Angiogenesis in a Patient with Ischemic Limb: Induced by Intramuscular Injection of Vascular Endothelial Growth Factor and Fibrin Platform

Nicholas Kipshidze 1, Valeri Chekanov 1, Paramjith Chawla 1, Latha Raja Shankar 1, James B Gosset 1, Krishna Kumar 1, Deb Hammen 1, Judy Gordon 1, Michael H Keelan 1
PMCID: PMC101055  PMID: 10928508

Abstract

Direct revascularization of critical ischemia of the limb is often unsuccessful due to the anatomic extent and distribution of arterial occlusive disease, and no pharmacologic treatment has proved effective in treating this condition. Patients with ischemic limb may eventually require amputation and may develop serious morbidity and mortality.
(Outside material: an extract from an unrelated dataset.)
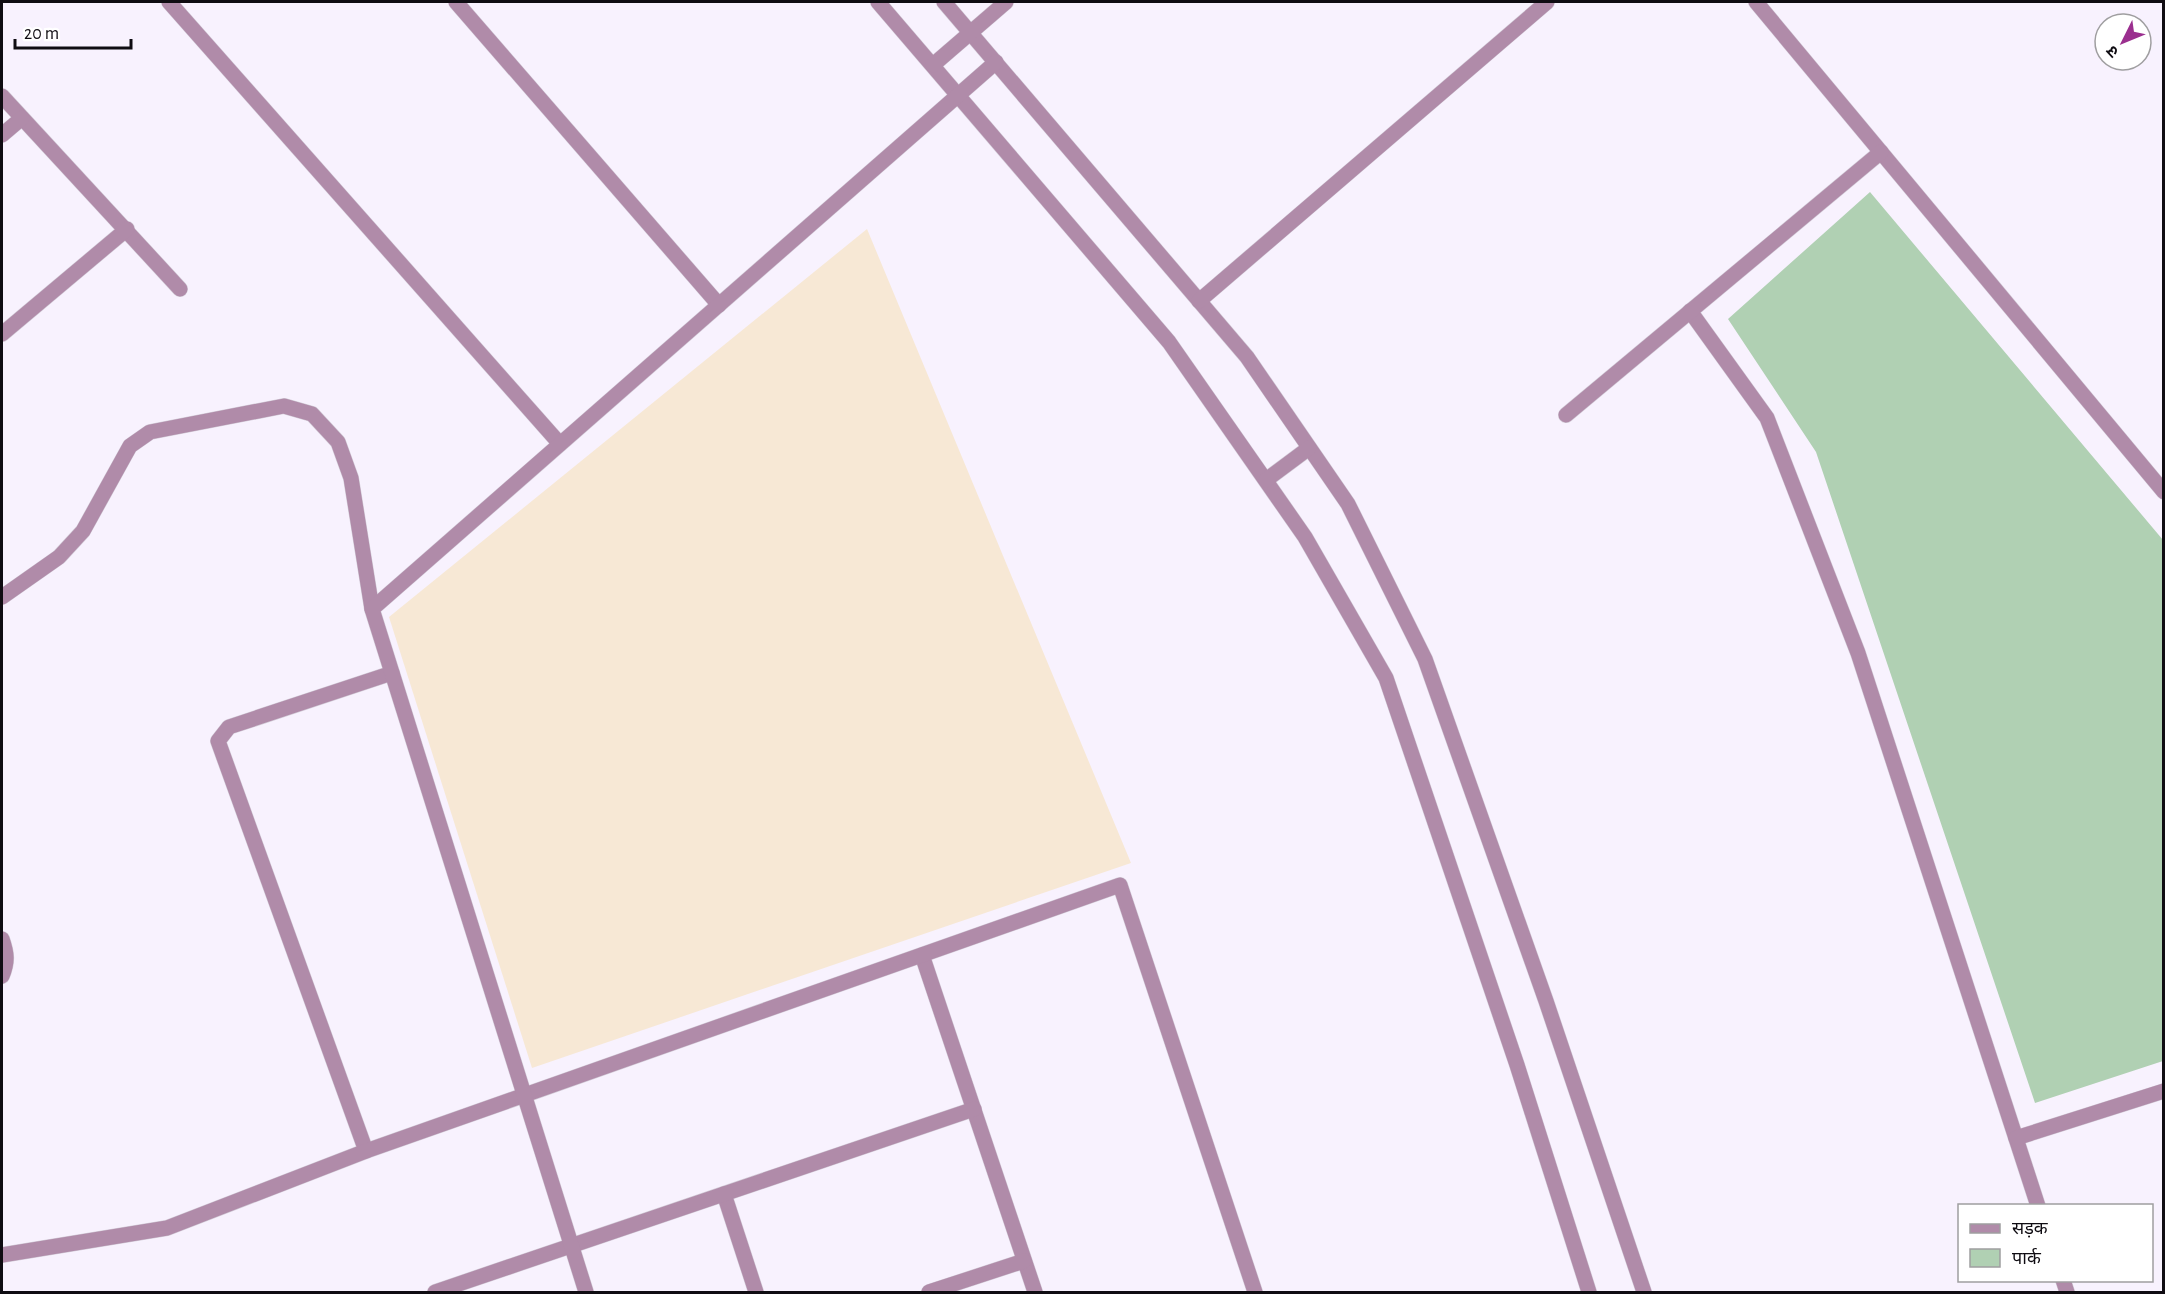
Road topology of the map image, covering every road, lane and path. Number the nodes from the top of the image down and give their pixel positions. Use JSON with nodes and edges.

The goal of limb salvage in these patients has stimulated research into alternative treatment methods, including angiogenesis.

Attempts have been made to apply growth factors directly or to encode DNA for such factors, but it is unknown whether these factors remain at the target site long enough to be effective. We report our strategy of using vascular endothelial growth factor in a fibrin network, which enables the sustained release of biologic material at the target site.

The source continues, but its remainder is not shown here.